What the task asks » Please write out each entry exactly as it appears.

START Given data

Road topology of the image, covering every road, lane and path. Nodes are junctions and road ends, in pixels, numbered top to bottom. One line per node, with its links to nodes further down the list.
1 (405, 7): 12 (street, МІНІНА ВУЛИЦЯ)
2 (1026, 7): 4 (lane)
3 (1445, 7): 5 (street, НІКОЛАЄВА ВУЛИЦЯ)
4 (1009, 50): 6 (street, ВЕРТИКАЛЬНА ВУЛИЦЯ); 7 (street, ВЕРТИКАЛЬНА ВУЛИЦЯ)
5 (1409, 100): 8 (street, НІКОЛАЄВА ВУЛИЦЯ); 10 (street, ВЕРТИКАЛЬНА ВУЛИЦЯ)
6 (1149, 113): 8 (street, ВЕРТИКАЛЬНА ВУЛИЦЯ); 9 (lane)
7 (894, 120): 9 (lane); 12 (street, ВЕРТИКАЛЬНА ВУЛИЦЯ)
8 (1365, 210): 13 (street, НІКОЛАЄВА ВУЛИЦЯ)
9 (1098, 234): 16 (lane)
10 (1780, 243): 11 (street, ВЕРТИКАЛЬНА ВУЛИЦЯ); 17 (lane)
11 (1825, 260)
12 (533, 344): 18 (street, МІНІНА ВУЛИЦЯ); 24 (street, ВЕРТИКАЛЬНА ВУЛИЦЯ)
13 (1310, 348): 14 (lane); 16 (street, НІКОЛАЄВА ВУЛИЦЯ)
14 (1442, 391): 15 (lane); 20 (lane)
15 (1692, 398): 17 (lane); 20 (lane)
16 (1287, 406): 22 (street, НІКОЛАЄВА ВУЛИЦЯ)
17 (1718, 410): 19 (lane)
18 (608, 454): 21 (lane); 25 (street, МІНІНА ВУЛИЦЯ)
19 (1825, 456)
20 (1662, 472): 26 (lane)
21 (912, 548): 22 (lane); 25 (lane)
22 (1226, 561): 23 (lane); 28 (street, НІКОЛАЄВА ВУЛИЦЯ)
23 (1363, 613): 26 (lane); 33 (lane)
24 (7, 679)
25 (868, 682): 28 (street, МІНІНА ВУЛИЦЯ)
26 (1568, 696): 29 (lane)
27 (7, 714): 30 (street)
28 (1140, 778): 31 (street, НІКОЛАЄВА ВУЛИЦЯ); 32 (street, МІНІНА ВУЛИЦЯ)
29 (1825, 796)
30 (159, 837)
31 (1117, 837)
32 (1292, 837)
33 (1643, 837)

END Given data

Output below »
Road topology of the image, covering every road, lane and path. Nodes are junctions and road ends, in pixels, numbered top to bottom. One line per node, with its links to nodes further down the list.
1 (405, 7): 12 (street, МІНІНА ВУЛИЦЯ)
2 (1026, 7): 4 (lane)
3 (1445, 7): 5 (street, НІКОЛАЄВА ВУЛИЦЯ)
4 (1009, 50): 6 (street, ВЕРТИКАЛЬНА ВУЛИЦЯ); 7 (street, ВЕРТИКАЛЬНА ВУЛИЦЯ)
5 (1409, 100): 8 (street, НІКОЛАЄВА ВУЛИЦЯ); 10 (street, ВЕРТИКАЛЬНА ВУЛИЦЯ)
6 (1149, 113): 8 (street, ВЕРТИКАЛЬНА ВУЛИЦЯ); 9 (lane)
7 (894, 120): 9 (lane); 12 (street, ВЕРТИКАЛЬНА ВУЛИЦЯ)
8 (1365, 210): 13 (street, НІКОЛАЄВА ВУЛИЦЯ)
9 (1098, 234): 16 (lane)
10 (1780, 243): 11 (street, ВЕРТИКАЛЬНА ВУЛИЦЯ); 17 (lane)
11 (1825, 260)
12 (533, 344): 18 (street, МІНІНА ВУЛИЦЯ); 24 (street, ВЕРТИКАЛЬНА ВУЛИЦЯ)
13 (1310, 348): 14 (lane); 16 (street, НІКОЛАЄВА ВУЛИЦЯ)
14 (1442, 391): 15 (lane); 20 (lane)
15 (1692, 398): 17 (lane); 20 (lane)
16 (1287, 406): 22 (street, НІКОЛАЄВА ВУЛИЦЯ)
17 (1718, 410): 19 (lane)
18 (608, 454): 21 (lane); 25 (street, МІНІНА ВУЛИЦЯ)
19 (1825, 456)
20 (1662, 472): 26 (lane)
21 (912, 548): 22 (lane); 25 (lane)
22 (1226, 561): 23 (lane); 28 (street, НІКОЛАЄВА ВУЛИЦЯ)
23 (1363, 613): 26 (lane); 33 (lane)
24 (7, 679)
25 (868, 682): 28 (street, МІНІНА ВУЛИЦЯ)
26 (1568, 696): 29 (lane)
27 (7, 714): 30 (street)
28 (1140, 778): 31 (street, НІКОЛАЄВА ВУЛИЦЯ); 32 (street, МІНІНА ВУЛИЦЯ)
29 (1825, 796)
30 (159, 837)
31 (1117, 837)
32 (1292, 837)
33 (1643, 837)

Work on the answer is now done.